Caching is mostly to save round-trip latency, as few queries will be
lengthy *and* frequently used *and* can't be out of date.  Most business
reports that involve complex processing occur on some kind of regularized
schedule, and once produced, you can treat the result as a fixed document -
even put it in a CMS, if you like.  Other queries occur very frequently,
but 99% of the time there's going to have been some change to the data
since the last time you queried, *and* you absolutely must have the latest
info.  There's no point to caching that stuff beyond transaction
boundaries.  That leaves things that you use all the time, but hardly ever
change, which are mostly things you could almost consider metadata, like
what departments you have or what accounts are in the bookkeeping system,
stuff like that.  Much of this data you can declare a specific point where
the stuff will change, maybe even in advance and have a known time to flush
the data (at least if you're designing the app and can add this kind of
thing to the database schema).  Some of it, you can do the moral equivalent
of sending SIGHUP to Apache and telling it to reload its configuration,
"between transactions".

Anyway, that's why I see caching as being either long-term (across
transactions) or short-term (within transactions).  "Enterprise"
applications need both kinds.

Now that I've said all that, I should probably still mention that many
databases *do* provide ways (however kludgy) of doing notifications.
Sybase, Oracle, and PostgreSQL all can "call out" to other languages, as
invoked by a trigger, which could be used to send that "SIGHUP equivalent"
message in the form of an XML-RPC call or something like that.  But it's
not very cross-platform, not very scalable, etc.  You really don't want it
for frequent notifications, IMHO.

>> Eeek!  I can see this for CMS applications, but some applications really
>> *need* pessimistic conflict detection, i.e. locking.
>
>That's fair enough. That raises another possibly fatal issue.

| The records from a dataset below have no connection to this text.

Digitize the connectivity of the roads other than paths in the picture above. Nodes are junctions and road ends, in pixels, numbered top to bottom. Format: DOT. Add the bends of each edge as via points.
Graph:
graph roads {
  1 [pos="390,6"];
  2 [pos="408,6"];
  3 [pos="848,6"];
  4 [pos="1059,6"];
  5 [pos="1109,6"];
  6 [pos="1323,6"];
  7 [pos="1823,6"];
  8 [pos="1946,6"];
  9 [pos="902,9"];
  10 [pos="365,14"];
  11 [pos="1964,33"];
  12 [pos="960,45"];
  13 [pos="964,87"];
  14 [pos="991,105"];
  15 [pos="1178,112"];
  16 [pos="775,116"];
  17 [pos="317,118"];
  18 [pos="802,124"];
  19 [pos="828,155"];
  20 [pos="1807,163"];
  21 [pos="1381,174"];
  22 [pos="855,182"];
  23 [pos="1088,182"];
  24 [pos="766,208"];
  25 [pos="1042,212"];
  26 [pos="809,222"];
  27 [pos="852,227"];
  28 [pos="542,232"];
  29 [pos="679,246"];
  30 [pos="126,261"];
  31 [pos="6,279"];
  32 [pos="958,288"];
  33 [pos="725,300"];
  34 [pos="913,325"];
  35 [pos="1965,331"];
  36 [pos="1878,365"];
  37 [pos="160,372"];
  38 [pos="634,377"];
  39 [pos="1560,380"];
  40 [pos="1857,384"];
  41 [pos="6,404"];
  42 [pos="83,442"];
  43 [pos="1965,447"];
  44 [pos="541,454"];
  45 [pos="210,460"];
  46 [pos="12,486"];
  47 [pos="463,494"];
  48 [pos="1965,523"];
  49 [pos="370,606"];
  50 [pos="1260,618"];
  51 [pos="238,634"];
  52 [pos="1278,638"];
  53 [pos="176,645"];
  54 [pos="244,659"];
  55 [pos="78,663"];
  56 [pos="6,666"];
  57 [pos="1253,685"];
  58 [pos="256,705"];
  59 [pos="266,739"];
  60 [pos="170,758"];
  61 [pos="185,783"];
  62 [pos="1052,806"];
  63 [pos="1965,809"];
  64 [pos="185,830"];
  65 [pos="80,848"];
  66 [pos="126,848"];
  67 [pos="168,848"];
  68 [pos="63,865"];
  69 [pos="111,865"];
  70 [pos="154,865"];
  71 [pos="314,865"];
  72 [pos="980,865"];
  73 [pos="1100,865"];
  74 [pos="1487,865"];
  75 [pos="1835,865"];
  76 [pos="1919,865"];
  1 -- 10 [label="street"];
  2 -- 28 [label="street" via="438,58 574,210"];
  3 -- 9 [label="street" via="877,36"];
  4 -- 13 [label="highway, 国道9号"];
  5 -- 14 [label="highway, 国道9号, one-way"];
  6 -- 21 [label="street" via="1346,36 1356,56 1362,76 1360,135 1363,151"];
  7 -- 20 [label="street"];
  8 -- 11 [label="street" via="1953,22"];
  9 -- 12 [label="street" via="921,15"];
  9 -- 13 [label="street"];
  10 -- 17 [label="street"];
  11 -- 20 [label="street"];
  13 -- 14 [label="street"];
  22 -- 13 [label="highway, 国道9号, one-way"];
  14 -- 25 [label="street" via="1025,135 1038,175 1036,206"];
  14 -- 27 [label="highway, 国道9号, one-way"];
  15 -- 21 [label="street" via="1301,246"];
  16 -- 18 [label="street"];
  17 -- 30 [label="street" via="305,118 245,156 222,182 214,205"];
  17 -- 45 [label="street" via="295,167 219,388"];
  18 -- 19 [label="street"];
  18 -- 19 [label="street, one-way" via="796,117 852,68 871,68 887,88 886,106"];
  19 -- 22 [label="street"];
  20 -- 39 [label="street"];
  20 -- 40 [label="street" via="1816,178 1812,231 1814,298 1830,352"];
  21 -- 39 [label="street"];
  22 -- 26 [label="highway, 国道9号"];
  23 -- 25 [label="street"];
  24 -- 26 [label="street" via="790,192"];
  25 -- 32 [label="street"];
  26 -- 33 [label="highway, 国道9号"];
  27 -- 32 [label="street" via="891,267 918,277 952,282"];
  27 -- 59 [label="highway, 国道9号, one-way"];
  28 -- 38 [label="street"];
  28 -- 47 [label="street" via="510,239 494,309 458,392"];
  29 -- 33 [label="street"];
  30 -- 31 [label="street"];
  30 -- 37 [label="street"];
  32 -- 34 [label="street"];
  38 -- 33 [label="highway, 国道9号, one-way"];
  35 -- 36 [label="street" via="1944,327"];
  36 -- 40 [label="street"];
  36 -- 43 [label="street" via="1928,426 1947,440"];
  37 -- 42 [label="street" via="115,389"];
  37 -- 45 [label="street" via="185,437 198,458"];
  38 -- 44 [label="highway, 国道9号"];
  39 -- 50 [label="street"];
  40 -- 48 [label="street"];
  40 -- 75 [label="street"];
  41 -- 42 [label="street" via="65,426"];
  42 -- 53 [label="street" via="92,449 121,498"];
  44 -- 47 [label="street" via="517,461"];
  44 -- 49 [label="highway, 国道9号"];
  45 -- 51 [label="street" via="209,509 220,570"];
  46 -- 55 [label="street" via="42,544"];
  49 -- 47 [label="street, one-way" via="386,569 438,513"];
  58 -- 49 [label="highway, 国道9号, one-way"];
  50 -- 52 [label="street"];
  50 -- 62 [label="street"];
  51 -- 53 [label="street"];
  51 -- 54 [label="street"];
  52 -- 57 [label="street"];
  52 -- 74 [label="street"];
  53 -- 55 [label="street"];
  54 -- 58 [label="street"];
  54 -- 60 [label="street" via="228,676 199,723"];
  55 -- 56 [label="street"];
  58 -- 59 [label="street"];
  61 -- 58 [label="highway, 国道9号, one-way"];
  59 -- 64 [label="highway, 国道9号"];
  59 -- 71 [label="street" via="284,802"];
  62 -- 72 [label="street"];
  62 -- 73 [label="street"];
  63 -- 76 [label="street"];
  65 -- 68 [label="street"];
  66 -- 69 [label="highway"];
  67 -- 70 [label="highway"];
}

Non-fatal, IMHO.  If you're reading volatile data (because you don't keep
it cached), and you are in a transaction that's properly specified, the
RDBMS will hold a read lock that can be upgraded to a write lock later in
the transaction.  My framework design also handles it by "pre-committing"
objects (i.e. sending SQL to do updates) at the earliest convenient moment,
which is defined as when you next need to do something (like a query) that
would rely on the data being up-to-date in the underlying RDBMS.  An
application can also specifically request that a jar ensure changed objects
have been sent to the RDBMS.  Note that this doesn't affect the transaction
in any way; it's sort of like a sub-transaction commit, except that it
can't be rolled back separately from the current (sub)transaction.

>I read a book once (Atomic Transactions, by William Weil) that gave a
mathematical
>proof that time-stamp protocols and locking protocols can be mixed in the
same TM.

I think I read that one, although I doubt I followed the proof.  :)  I
imagine I'll be re-visiting the library to borrow it again soon, if only so
we can use it as a basis for common terminology!  :)

>OTOH, I think few databases use locking protocols any more.

What?  I know for a fact Sybase's latest version still uses locking.
They've moved to progressively finer-grained locking systems over time, but
it's still locking.  I thought optimistic concurrency management was still
a rarity in large systems, although I could be wrong.  I understand it
tends to be inefficient for high-volume, high-conflict applications.

>Locking is certainly
>hard to mix with object persistence. OTOH, I suspect you can get a
pessimistic
>time-stamp protocol.

That, I don't remember from the book.  But I'm not sure we really need to
worry about it.  Based on my work to date, I think it's very possible to
share a P&T framework without embedding any kind of policy for this stuff.
The key is making things controllable in context.